Seoul courted trouble with two-faced policy
Few experts, even in the government, refute the Lee Myung-bak administration’s North Korea policy has all but failed. Except for the President, who recently recalled he has succeeded in ``correcting” the wrong framework of inter-Korean relations with his hard-line policy.
Many South Koreans, remembering Seoul’s failed, behind-the-scenes attempt in May 2011 to hold an inter-Korean summit, tilted their heads with disbelief. What happened between South and North Korean diplomats in the United States last week reaffirmed their doubts were right.
At an eight-nation workshop on the Korean Peninsula organized by Syracuse University’s Maxwell School, N.Y., South Korean participants, led by Lim Sung-nam, President Lee’s top nuclear envoy, persistently tried to have talks with their North Korean counterparts, but failed because of the latter’s refusal. The reason for such anxiety: Pyongyang’s possible sidelining of Seoul in the trilateral relationship with Washington.
North Korea’s Vice Foreign Minister Ri Yong-ho even avoided sitting at the same table with Lim as foreigners looked on. It was an insult added to injury in the wake of the Feb. 29 agreement, in which the communist regime would halt some of its nuclear activities in return for the U.S. food aid. It’s a small surprise then, considering Seoul, which had not been invited, reportedly attempted to scuttle the workshop by asking Washington to deny visa issuance to the North Koreans.
No less embarrassing to see was Foreign Minister Kim Sung-hwan, who looked content to hear his U.S. counterpart repeat diplomatic rhetoric that ``any effort to drive a wedge between the United States and the Republic of Korea will fail.”
Until when South Koreans should wait before President Lee and his diplomatic team realize no alliance can take precedence to national interests in the tough world of international politics? In the Feb. 29 accord, the U.S. did not make improved inter-Korean relations a precondition for restarting the six-party talks but regarded it as a ``homework.”
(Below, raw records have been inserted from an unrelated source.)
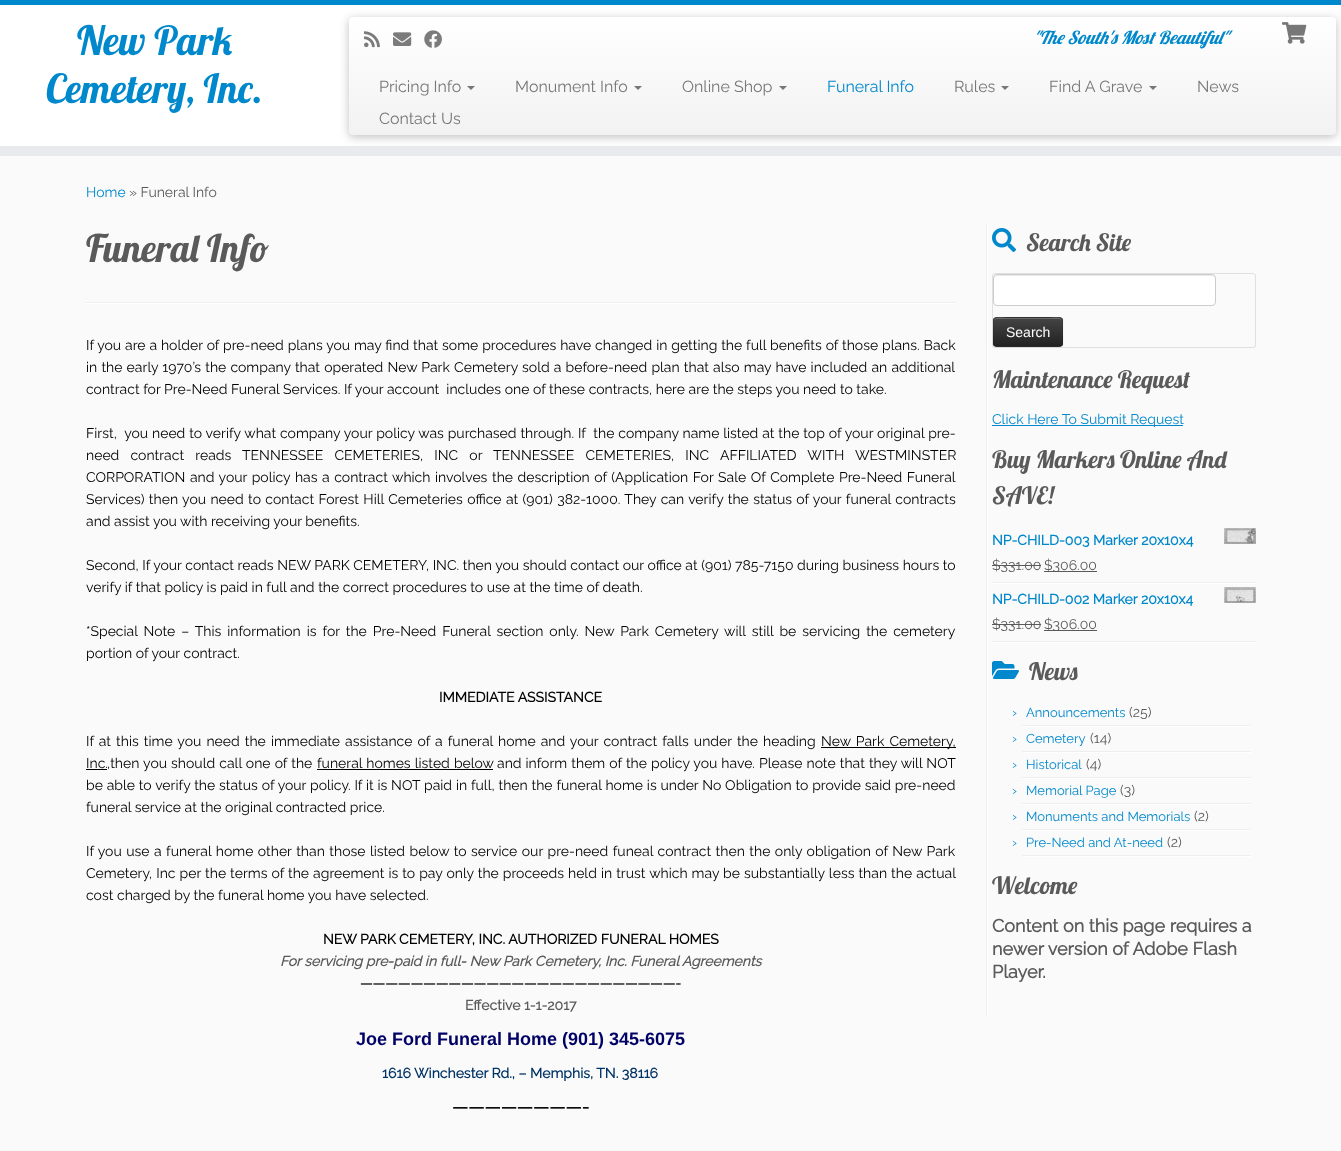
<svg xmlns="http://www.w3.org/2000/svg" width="1341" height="1151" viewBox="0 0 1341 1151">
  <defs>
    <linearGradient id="g1" gradientUnits="userSpaceOnUse" x1="843" y1="17" x2="843" y2="135"><stop offset="0" stop-color="#fff"/><stop offset="1" stop-color="#f2f2f2"/></linearGradient>
    <clipPath id="clip1"><rect x="993" y="317" width="70" height="30" rx="4"/></clipPath>
    <linearGradient id="g2" gradientUnits="userSpaceOnUse" x1="1028" y1="318" x2="1028" y2="346"><stop offset="0" stop-color="#444"/><stop offset="1" stop-color="#222"/></linearGradient>
  </defs>
  <rect width="100%" height="100%" fill="#fafafa"/>
  <path d="M0 5h1341v141H0z" fill="#fff"/>
  <path d="M0 0h1341v5H0z" fill="#08c"/>
  <path d="M0 146h1341v10H0z" fill="#e9eaee"/>
  <rect x="349" y="19" width="987" height="118" rx="4" fill="#00000040" filter="blur(5px)"/>
  <rect x="349" y="17" width="987" height="118" rx="4" fill="url(#g1)"/>
  <image x="364" y="31" width="16" height="17" href="img/1.png"/>
  <image x="393" y="32" width="19" height="14" href="img/2.png"/>
  <image x="424" y="30" width="18" height="18" href="img/3.png"/>
  <image x="1282" y="22" width="25" height="22" href="img/4.png"/>
  <path d="M467 86H475L471 90Z" fill="#777"/>
  <path d="M634 86H642L638 90Z" fill="#777"/>
  <path d="M779 86H787L783 90Z" fill="#777"/>
  <path d="M1001 86H1009L1005 90Z" fill="#777"/>
  <path d="M1149 86H1157L1153 90Z" fill="#777"/>
  <path d="M86 302h870v1H86z" fill="#eee"/>
  <path d="M86 303h870v1H86z" fill="#fff"/>
  <path d="M821 747h135v1H821z" fill="#000"/>
  <path d="M86 769h21v1H86z" fill="#000"/>
  <path d="M317 769h176v1H317z" fill="#000"/>
  <path d="M986 224h1v793H986z" fill="#eee"/>
  <path d="M987 224h1v793H987z" fill="#fff"/>
  <image x="992" y="228" width="24" height="24" href="img/5.png"/>
  <rect x="992.5" y="273.5" width="263" height="74" rx="2.5" fill="none" stroke="#e0e0e0"/>
  <rect x="993" y="274" width="223" height="32" rx="4" fill="#fff"/>
  <path d="M997 276H1212C1214 276 1215 277 1215 279V278C1215 276 1214 275 1212 275H997C995 275 994 276 994 278V279C994 277 995 276 997 276Z" fill="#ececec"/>
  <rect x="993.5" y="274.5" width="222" height="31" rx="3.5" fill="none" stroke="#ccc"/>
  <rect x="993" y="318" width="70" height="30" rx="4" fill="#0000000d" filter="blur(1px)"/>
  <rect x="993" y="317" width="70" height="30" rx="4" fill="#363636"/>
  <g clip-path="url(#clip1)">
    <path d="M993 318h70v28H993z" fill="url(#g2)"/>
  </g>
  <path d="M997 319H1059C1061 319 1062 320 1062 322C1062 315 1053 318 1049 318H1007C1003 318 994 315 994 322C994 320 995 319 997 319Z" fill="#ffffff33"/>
  <path d="M1061.5 345.5L1059.5 346.5H996.5L994.5 345.5" fill="none" stroke="#00000040"/>
  <path d="M994.5 345.5C992.5 343.5 993.5 335 993.5 332C993.5 316 991 317.5 1007.5 317.5H1048.5C1065 317.5 1062.5 316 1062.5 332C1062.5 335 1063.5 343.5 1061.5 345.5" fill="none" stroke="#0000001a"/>
  <path d="M992 425h191v1H992z" fill="#08c"/>
  <path d="M992 582h264v1H992z" fill="#eee"/>
  <image x="1224" y="528" width="32" height="16" href="img/6.png"/>
  <path d="M992 565h49v1H992z" fill="#5a5a5a"/>
  <path d="M1044 571h53v1H1044z" fill="#5a5a5a"/>
  <path d="M992 583h264v1H992z" fill="#fff"/>
  <path d="M992 641h264v1H992z" fill="#eee"/>
  <image x="1224" y="587" width="32" height="16" href="img/7.png"/>
  <path d="M992 624h49v1H992z" fill="#5a5a5a"/>
  <path d="M1044 630h53v1H1044z" fill="#5a5a5a"/>
  <path d="M992 642h264v1H992z" fill="#fff"/>
  <image x="992" y="661" width="27" height="18" href="img/8.png"/>
  <path d="M1022 725h229v1H1022z" fill="#eee"/>
  <path d="M1022 726h229v1H1022z" fill="#fff"/>
  <path d="M1022 751h229v1H1022z" fill="#eee"/>
  <path d="M1022 752h229v1H1022z" fill="#fff"/>
  <path d="M1022 777h229v1H1022z" fill="#eee"/>
  <path d="M1022 778h229v1H1022z" fill="#fff"/>
  <path d="M1022 803h229v1H1022z" fill="#eee"/>
  <path d="M1022 804h229v1H1022z" fill="#fff"/>
  <path d="M1022 829h229v1H1022z" fill="#eee"/>
  <path d="M1022 830h229v1H1022z" fill="#fff"/>
  <path d="M1022 855h229v1H1022z" fill="#eee"/>
  <path d="M1022 856h229v1H1022z" fill="#fff"/>
  <g font-family="Lobster" font-size="40" fill="#08c">
    <text x="77" y="55">New Park</text>
    <text x="46" y="103">Cemetery, Inc.</text>
  </g>
  <text x="1033" y="44" font-family="Lobster" font-size="18" font-style="italic" fill="#08c">"The South's Most Beautiful"</text>
  <g font-family="Raleway" font-size="16" font-weight="100" fill="#777">
    <text x="379" y="92">Pricing Info</text>
    <text x="515" y="92">Monument Info</text>
    <text x="682" y="92">Online Shop</text>
  </g>
  <text x="827" y="92" font-family="Raleway" font-size="16" font-weight="100" fill="#08c">Funeral Info</text>
  <g font-family="Raleway" font-size="16" font-weight="100" fill="#777">
    <text x="954" y="92">Rules</text>
    <text x="1049" y="92">Find A Grave</text>
    <text x="1197" y="92">News</text>
    <text x="379" y="124">Contact Us</text>
  </g>
  <text x="86" y="197" font-family="Raleway" font-size="14" font-weight="100" fill="#08c">Home</text>
  <text x="129" y="197" font-family="Raleway" font-size="14" font-weight="100" fill="#5a5a5a">» Funeral Info</text>
  <text x="86" y="262" font-family="Lobster" font-size="38" fill="#5a5a5a">Funeral Info</text>
  <g font-family="Raleway" font-size="14" font-weight="100" fill="#000">
    <text x="86" y="350" word-spacing="0.3">If you are a holder of pre-need plans you may find that some procedures have changed in getting the full benefits of those plans. Back</text>
    <text x="86" y="372" word-spacing="0.6">in the early 1970’s the company that operated New Park Cemetery sold a before-need plan that also may have included an additional</text>
    <text x="86" y="394" xml:space="preserve">contract for Pre-Need Funeral Services. If your account  includes one of these contracts, here are the steps you need to take.</text>
    <text x="86" y="438" word-spacing="0.3" xml:space="preserve">First,  you need to verify what company your policy was purchased through. If  the company name listed at the top of your original pre-</text>
    <text x="86" y="460" word-spacing="7.6">need contract reads TENNESSEE CEMETERIES, INC or TENNESSEE CEMETERIES, INC AFFILIATED WITH WESTMINSTER</text>
    <text x="86" y="482" word-spacing="1">CORPORATION and your policy has a contract which involves the description of (Application For Sale Of Complete Pre-Need Funeral</text>
    <text x="86" y="504" word-spacing="0.8">Services) then you need to contact Forest Hill Cemeteries office at (901) 382-1000. They can verify the status of your funeral contracts</text>
    <text x="86" y="526">and assist you with receiving your benefits.</text>
    <text x="86" y="570">Second, If your contact reads NEW PARK CEMETERY, INC. then you should contact our office at (901) 785-7150 during business hours to</text>
    <text x="86" y="592">verify if that policy is paid in full and the correct procedures to use at the time of death.</text>
    <text x="86" y="636" word-spacing="2.4">*Special Note – This information is for the Pre-Need Funeral section only. New Park Cemetery will still be servicing the cemetery</text>
    <text x="86" y="658">portion of your contract.</text>
  </g>
  <text x="439" y="702" font-family="Raleway" font-size="14" font-weight="bold" fill="#000">IMMEDIATE ASSISTANCE</text>
  <g font-family="Raleway" font-size="14" font-weight="100" fill="#000">
    <text x="86" y="746" word-spacing="1.5">If at this time you need the immediate assistance of a funeral home and your contract falls under the heading</text>
    <text x="821" y="746" word-spacing="1.5">New Park Cemetery,</text>
    <text x="86" y="768">Inc.</text>
    <text x="107" y="768" word-spacing="0.5">,then you should call one of the</text>
    <text x="317" y="768" word-spacing="0.5">funeral homes listed below</text>
    <text x="497" y="768" word-spacing="0.5">and inform them of the policy you have. Please note that they will NOT</text>
    <text x="86" y="790" word-spacing="0.25">be able to verify the status of your policy. If it is NOT paid in full, then the funeral home is under No Obligation to provide said pre-need</text>
    <text x="86" y="812">funeral service at the original contracted price.</text>
    <text x="86" y="856" word-spacing="0.9">If you use a funeral home other than those listed below to service our pre-need funeal contract then the only obligation of New Park</text>
    <text x="86" y="878" word-spacing="0.45">Cemetery, Inc per the terms of the agreement is to pay only the proceeds held in trust which may be substantially less than the actual</text>
    <text x="86" y="900">cost charged by the funeral home you have selected.</text>
  </g>
  <text x="323" y="944" font-family="Raleway" font-size="14" font-weight="bold" fill="#000">NEW PARK CEMETERY, INC. AUTHORIZED FUNERAL HOMES</text>
  <text x="280" y="966" font-family="Raleway" font-size="14" font-weight="bold" font-style="italic" fill="#5a5a5a">For servicing pre-paid in full- New Park Cemetery, Inc. Funeral Agreements</text>
  <text x="360" y="988" font-family="Raleway" font-size="14" font-weight="bold" fill="#000">—————————————————————————-</text>
  <text x="465" y="1010" font-family="Raleway" font-size="14" font-weight="bold" fill="#5a5a5a">Effective 1-1-2017</text>
  <text x="356" y="1045" font-family="Liberation Sans" font-size="18" font-weight="bold" fill="#006">Joe Ford Funeral Home (901) 345-6075</text>
  <text x="382" y="1078" font-family="Raleway" font-size="14" font-weight="bold" fill="#036">1616 Winchester Rd., – Memphis, TN. 38116</text>
  <text x="452" y="1113" font-family="Raleway" font-size="18" font-weight="bold" fill="#000">————————-</text>
  <text x="1026" y="251" font-family="Lobster" font-size="24" fill="#5a5a5a">Search Site</text>
  <text x="1006" y="337" font-family="Liberation Sans" font-size="14" fill="#fff">Search</text>
  <text x="992" y="388" font-family="Lobster" font-size="24" fill="#5a5a5a">Maintenance Request</text>
  <text x="992" y="424" font-family="Raleway" font-size="14" font-weight="100" fill="#08c">Click Here To Submit Request</text>
  <g font-family="Lobster" font-size="24" fill="#5a5a5a">
    <text x="992" y="468">Buy Markers Online And</text>
    <text x="992" y="504">SAVE!</text>
  </g>
  <text x="992" y="545" font-family="Raleway" font-size="14" font-weight="bold" fill="#08c">NP-CHILD-003 Marker 20x10x4</text>
  <g font-family="Raleway" font-size="14" font-weight="100" fill="#5a5a5a">
    <text x="992" y="570">$331.00</text>
    <text x="1044" y="570">$306.00</text>
  </g>
  <text x="992" y="604" font-family="Raleway" font-size="14" font-weight="bold" fill="#08c">NP-CHILD-002 Marker 20x10x4</text>
  <g font-family="Raleway" font-size="14" font-weight="100" fill="#5a5a5a">
    <text x="992" y="629">$331.00</text>
    <text x="1044" y="629">$306.00</text>
  </g>
  <text x="1029" y="680" font-family="Lobster" font-size="24" fill="#5a5a5a">News</text>
  <text x="1012" y="717" font-family="Raleway" font-size="14" font-weight="100" fill="#08c">›</text>
  <text x="1026" y="717" font-family="Raleway" font-size="13" font-weight="100" fill="#08c">Announcements</text>
  <text x="1129" y="717" font-family="Raleway" font-size="14" font-weight="100" fill="#5a5a5a">(25)</text>
  <text x="1012" y="743" font-family="Raleway" font-size="14" font-weight="100" fill="#08c">›</text>
  <text x="1026" y="743" font-family="Raleway" font-size="13" font-weight="100" fill="#08c">Cemetery</text>
  <text x="1090" y="743" font-family="Raleway" font-size="14" font-weight="100" fill="#5a5a5a">(14)</text>
  <text x="1012" y="769" font-family="Raleway" font-size="14" font-weight="100" fill="#08c">›</text>
  <text x="1026" y="769" font-family="Raleway" font-size="13" font-weight="100" fill="#08c">Historical</text>
  <text x="1086" y="769" font-family="Raleway" font-size="14" font-weight="100" fill="#5a5a5a">(4)</text>
  <text x="1012" y="795" font-family="Raleway" font-size="14" font-weight="100" fill="#08c">›</text>
  <text x="1026" y="795" font-family="Raleway" font-size="13" font-weight="100" fill="#08c">Memorial Page</text>
  <text x="1120" y="795" font-family="Raleway" font-size="14" font-weight="100" fill="#5a5a5a">(3)</text>
  <text x="1012" y="821" font-family="Raleway" font-size="14" font-weight="100" fill="#08c">›</text>
  <text x="1026" y="821" font-family="Raleway" font-size="13" font-weight="100" fill="#08c">Monuments and Memorials</text>
  <text x="1194" y="821" font-family="Raleway" font-size="14" font-weight="100" fill="#5a5a5a">(2)</text>
  <text x="1012" y="847" font-family="Raleway" font-size="14" font-weight="100" fill="#08c">›</text>
  <text x="1026" y="847" font-family="Raleway" font-size="13" font-weight="100" fill="#08c">Pre-Need and At-need</text>
  <text x="1167" y="847" font-family="Raleway" font-size="14" font-weight="100" fill="#5a5a5a">(2)</text>
  <text x="992" y="894" font-family="Lobster" font-size="24" fill="#5a5a5a">Welcome</text>
  <g font-family="Raleway" font-size="18" font-weight="bold" fill="#5a5a5a">
    <text x="992" y="932">Content on this page requires a</text>
    <text x="992" y="955">newer version of Adobe Flash</text>
    <text x="992" y="978">Player.</text>
  </g>
</svg>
Pride might also be a factor for a while in the long rivalry between the Koreas.
But at stake should be the self-determination of the Koreans, and the protection of Korean interests and property, both in the South and North. Which country in the world would place its fate in others’ hands and watch their faces?
That the belated dispatch of Lim was not the decision of the foreign ministry but Cheong Wa Dae comes as cold comfort.